Education teaches us specialist skills for work – At school, individuals learn the diverse skills necessary for this to take place. For example, we may all start off learning the same subjects, but later on we specialize when we do GCSEs. This allows for a complex division of labour to take place.
Role Allocation and meritocracy – Education allocates people to the most appropriate job for their talents using examinations and qualifications. This ensures that the most talented are allocated to the occupations that are most important for society. This is seen to be fair because there is equality of opportunity – everyone has a chance of success and it is the most able who succeed through their own efforts – this is known as meritocracy
The reproduction of class inequality and the myth of meritocracy – In school, the middle classes use their material and cultural capital to ensure that their children get into the best schools and the top sets. This means that the wealthier pupils tend to get the best education and then go onto to get middle class jobs. Meanwhile working class children are more likely to get a poorer standard of education and end up in working class jobs. In this way class inequality is reproduced
School teaches the skills future capitalist employers need through the ‘Hidden Curriculum (e.g. pupils Learn to accept authority; they learn to accept hierarchy, and motivation by external rewards)
Willis described the friendship between the 12 boys (or the lads) he studied as a counter-school culture. Their value system was opposed to that of the school. They looked forward to paid manual work after leaving school and identified all non-school activities (smoking, going out) with this adult world, and valued such activities far more than school work. The lads believed that manual work was proper work, and the type of jobs that hard working pupils would get were all the same and generally pointless.

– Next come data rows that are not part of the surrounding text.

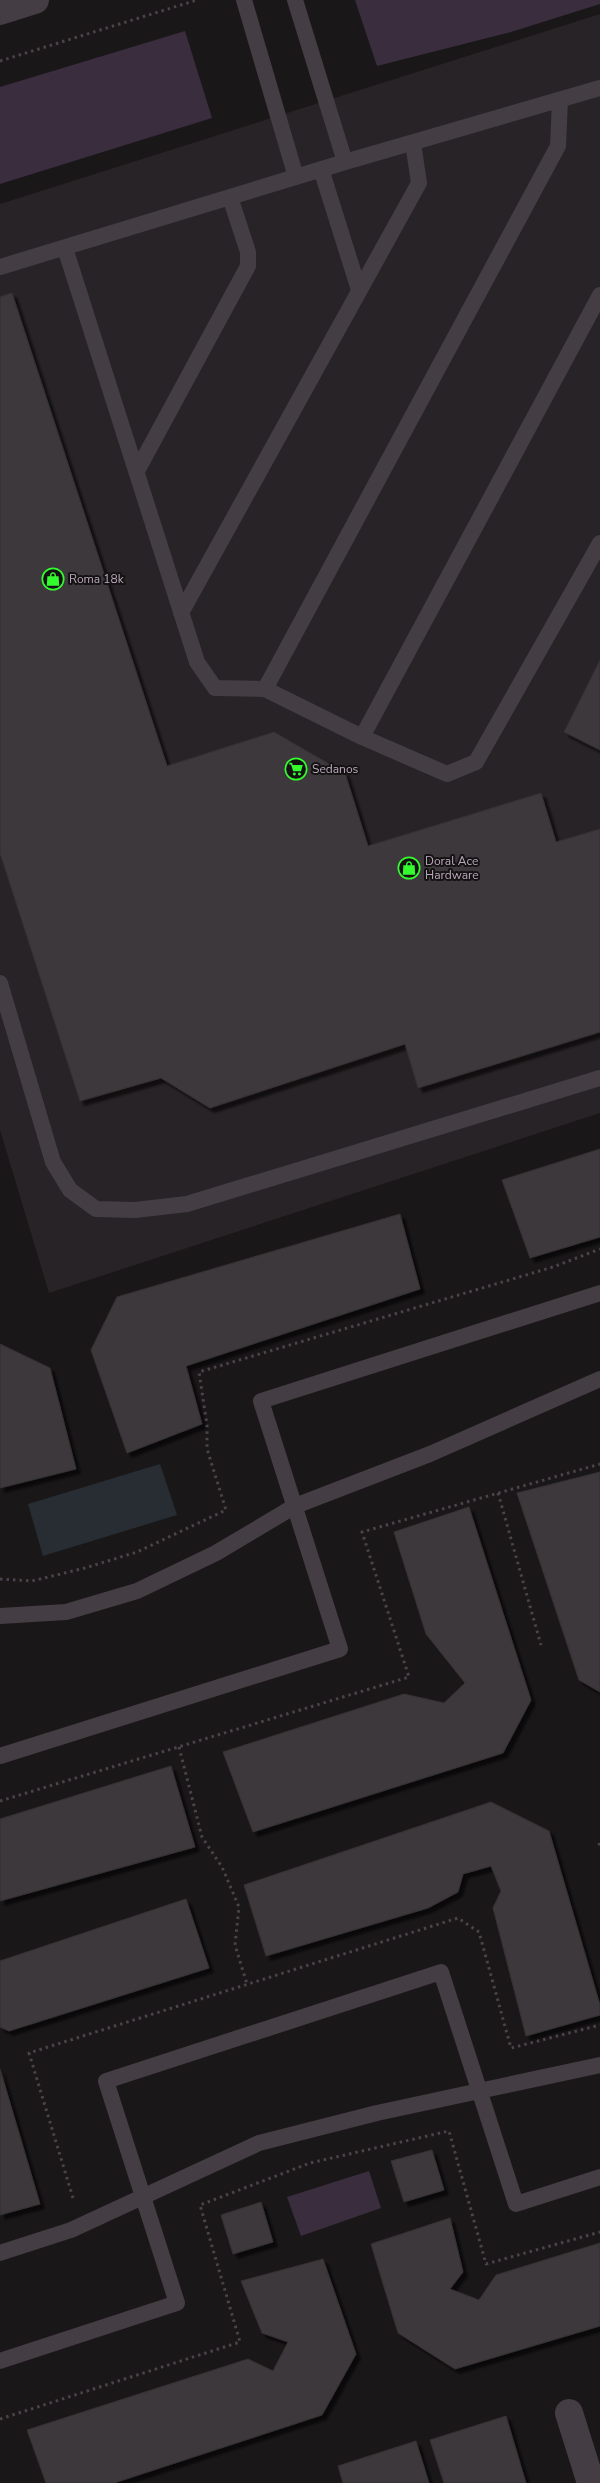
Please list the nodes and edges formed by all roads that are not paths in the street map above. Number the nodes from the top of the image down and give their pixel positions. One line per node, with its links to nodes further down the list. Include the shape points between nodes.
1 (35, 0): 4 (street)
2 (244, 0): 10 (lane)
3 (295, 0): 8 (lane)
4 (0, 11)
5 (600, 88): 6 (lane)
6 (560, 100): 7 (lane); 19 (lane, via 558,146)
7 (413, 143): 8 (lane); 14 (lane, via 419,183)
8 (345, 162): 9 (lane)
9 (321, 169): 10 (lane); 14 (lane)
10 (296, 177): 11 (lane)
11 (230, 197): 12 (lane); 16 (lane, via 248,252 248,266)
12 (64, 248): 13 (lane); 16 (lane)
13 (0, 267)
14 (359, 290): 18 (lane)
15 (600, 295): 20 (lane)
16 (137, 471): 18 (lane)
17 (600, 543): 20 (lane, via 476,762 447,774)
18 (181, 613): 19 (lane, via 197,662 215,688)
19 (265, 689): 20 (lane)
20 (362, 737)
21 (0, 983): 22 (lane, via 53,1162 70,1190 96,1208 135,1210 187,1204)
22 (600, 1078)
23 (600, 1293): 25 (lane, via 261,1400)
24 (600, 1379): 25 (lane, via 430,1454)
25 (294, 1506): 26 (lane, via 216,1553 137,1591 66,1612); 27 (lane, via 340,1649)
26 (0, 1616)
27 (0, 1756)
28 (600, 2065): 29 (lane)
29 (480, 2092): 30 (lane, via 516,2204); 31 (lane, via 259,2142); 31 (lane, via 442,1972 106,2081)
30 (600, 2177)
31 (142, 2195): 32 (lane, via 71,2230); 33 (lane, via 177,2303)
32 (0, 2253)
33 (0, 2360)
34 (569, 2413): 35 (street)
35 (592, 2483)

Stereotypical views of teachers and careers advisors as well as peer group pressure means that subject choices are still shaped by traditional gender norms – which limits the kind of jobs boys and girls go onto do in later life.
Even though girls do better at school, they still get paid less than men, so qualifications do not necessarily result in more pay!
The New Right
The mid 1970s was a time of rising unemployment in Britain, particularly among the young. It was argued that the education system was not producing a skilled enough workforce and that the needs of the economy were not being met. From the mid 1970s both the Conservative and Labour governments agreed that education should be more focussed on improving the state of the economy by providing training courses for young people in different areas of work.
This emphasis on meeting the needs of industry became known as ‘New Vocationalism’ which first took off in the 1980s.